Records supplied -
· · · · · · ·

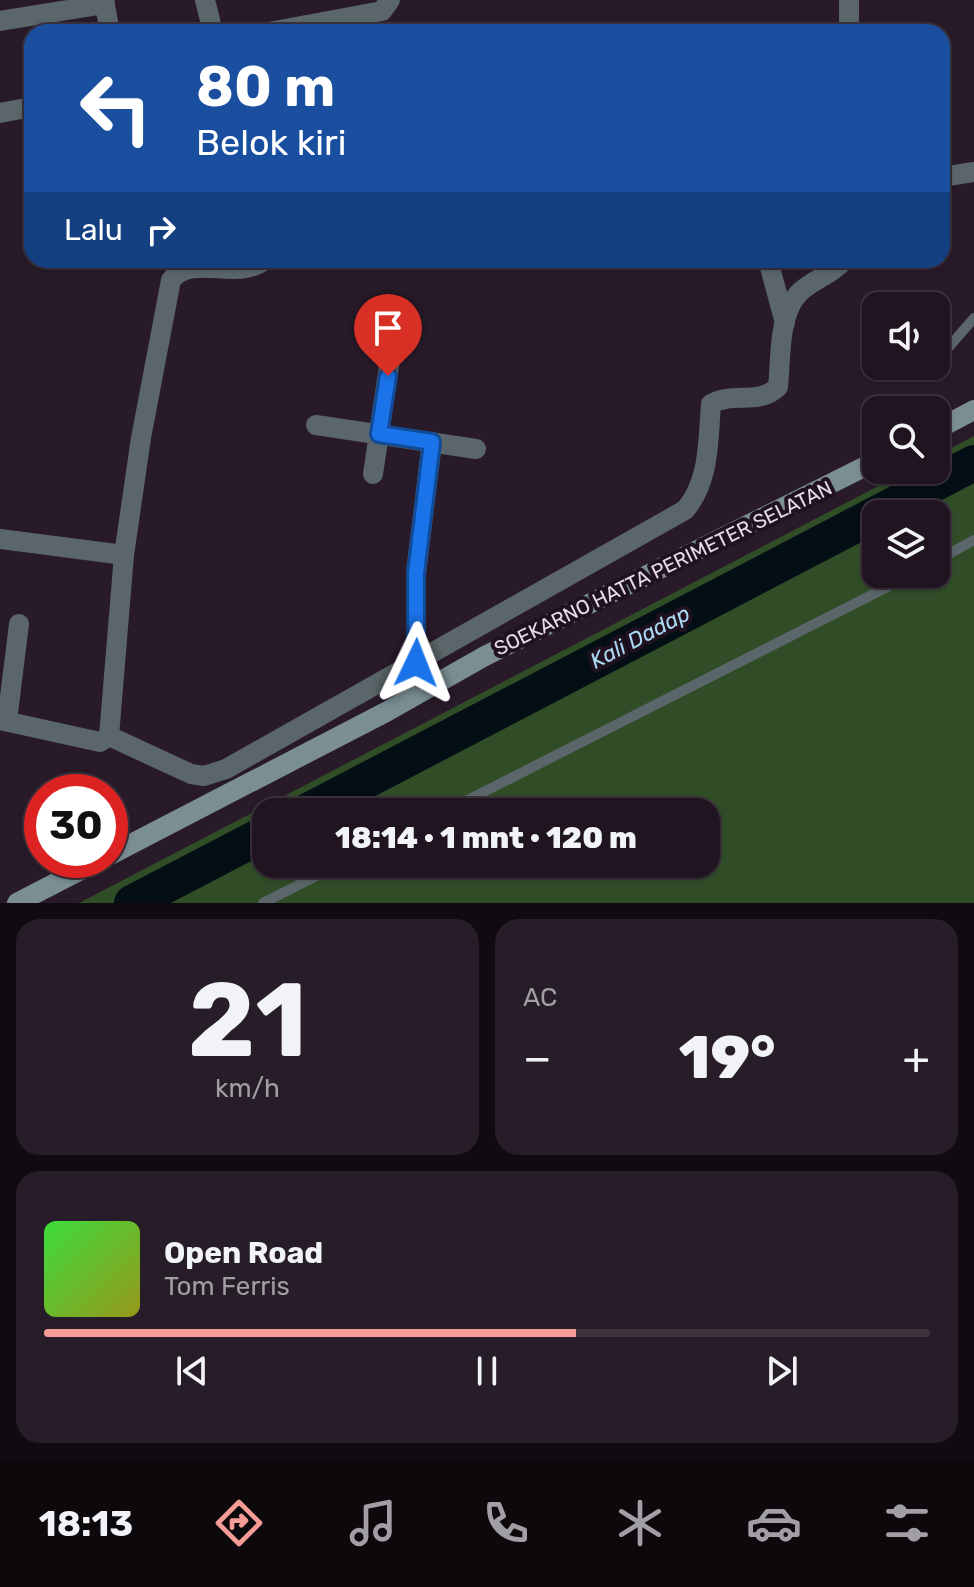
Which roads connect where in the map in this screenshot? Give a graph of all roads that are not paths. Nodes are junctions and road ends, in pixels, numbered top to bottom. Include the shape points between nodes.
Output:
1 (205, 0) edge
2 (390, 0) edge
3 (849, 0) edge
4 (105, 2) edge
5 (0, 21) edge
6 (109, 24) edge
7 (211, 24) edge
8 (312, 24) edge
9 (849, 24) edge
10 (24, 108) edge
11 (0, 113) edge
12 (974, 172) edge
13 (950, 176) edge
14 (189, 268) edge
15 (189, 268) edge
16 (245, 268) edge
17 (770, 268) edge
18 (837, 268) edge
19 (974, 318) edge
20 (396, 319) dead end
21 (785, 323) junction
22 (950, 346) edge
23 (974, 410) edge
24 (950, 423) edge
25 (316, 425) dead end
26 (379, 434) junction
27 (432, 442) junction
28 (476, 449) dead end
29 (862, 468) edge
30 (373, 474) dead end
31 (0, 539) edge
32 (974, 540) edge
33 (950, 553) edge
34 (124, 555) junction
35 (885, 588) edge
36 (19, 624) dead end
37 (416, 663) junction
38 (3, 720) edge
39 (109, 736) junction
40 (472, 798) edge
41 (128, 846) edge
42 (65, 878) edge
43 (312, 878) edge
44 (17, 903) edge
45 (263, 903) edge

1 - 7 street
2 - 8 street via 382,11
3 - 9 street
4 - 5 street
4 - 6 street
10 - 11 street
12 - 13 street
14 - 16 street
15 - 34 street via 171,280
17 - 21 street
18 - 21 street via 799,293
19 - 22 lane
20 - 26 street
21 - 37 street via 778,387 755,399 728,397 711,404 704,473 685,510
23 - 24 main road
25 - 26 street
26 - 27 street
26 - 30 street
27 - 28 street
27 - 37 street via 416,573
29 - 41 main road, SOEKARNO HATTA PERIMETER SELATAN via 485,656
31 - 34 street
32 - 33 lane
34 - 39 street
35 - 40 lane
36 - 38 street
37 - 39 street via 226,769 204,776
38 - 39 street via 100,742
42 - 44 main road
43 - 45 lane

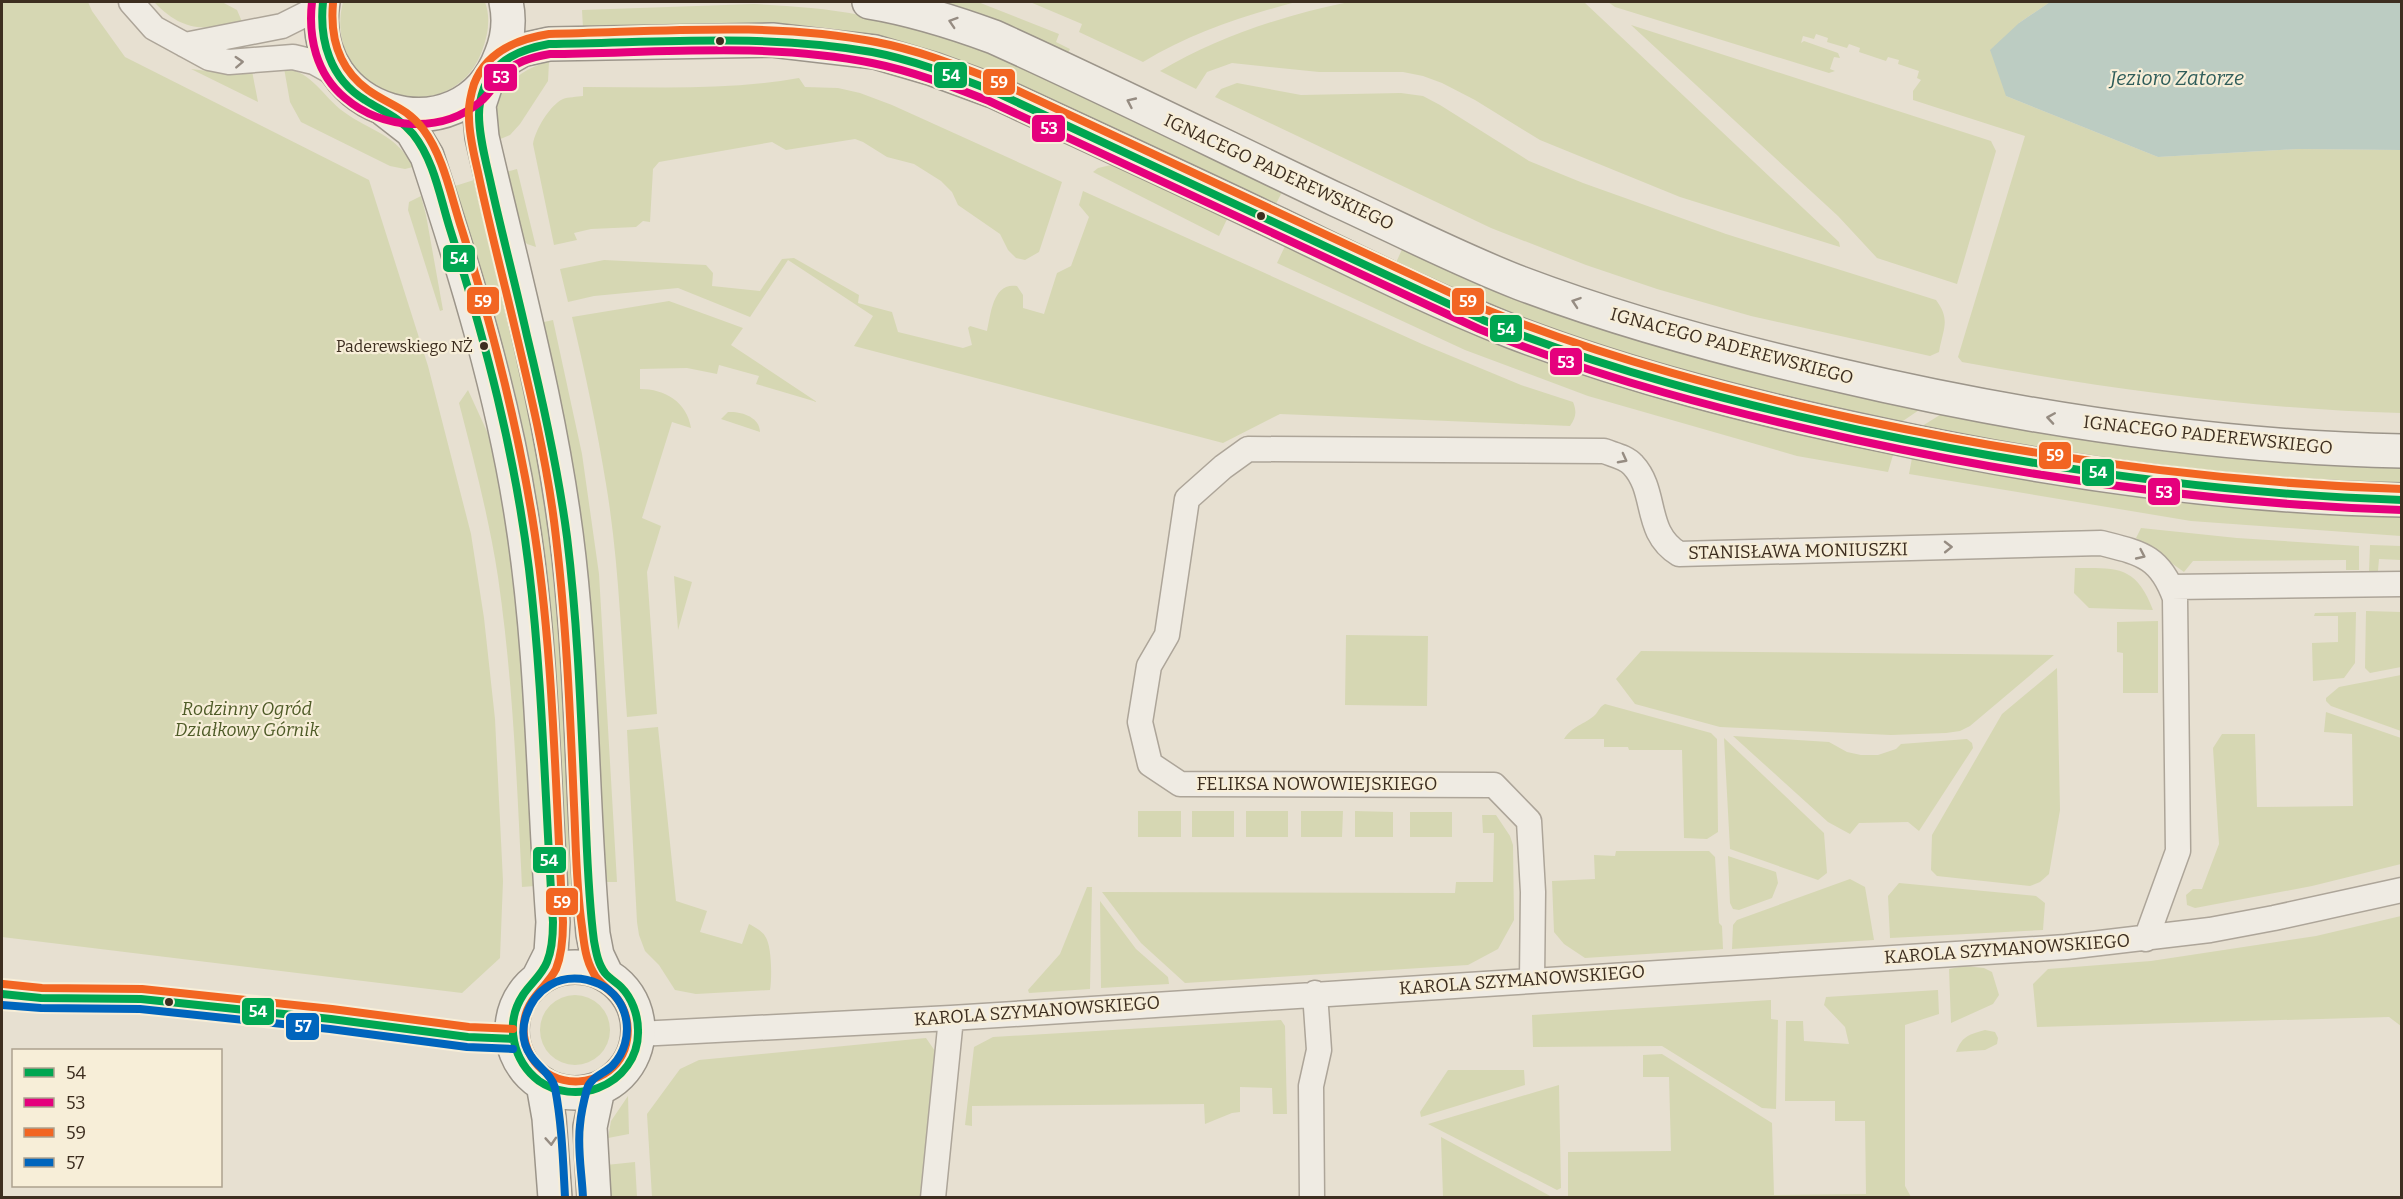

· · · · · · ·

What to produce -
State the count of lines in the data holding the word "road", adding nothing to it.

Result for this task -
4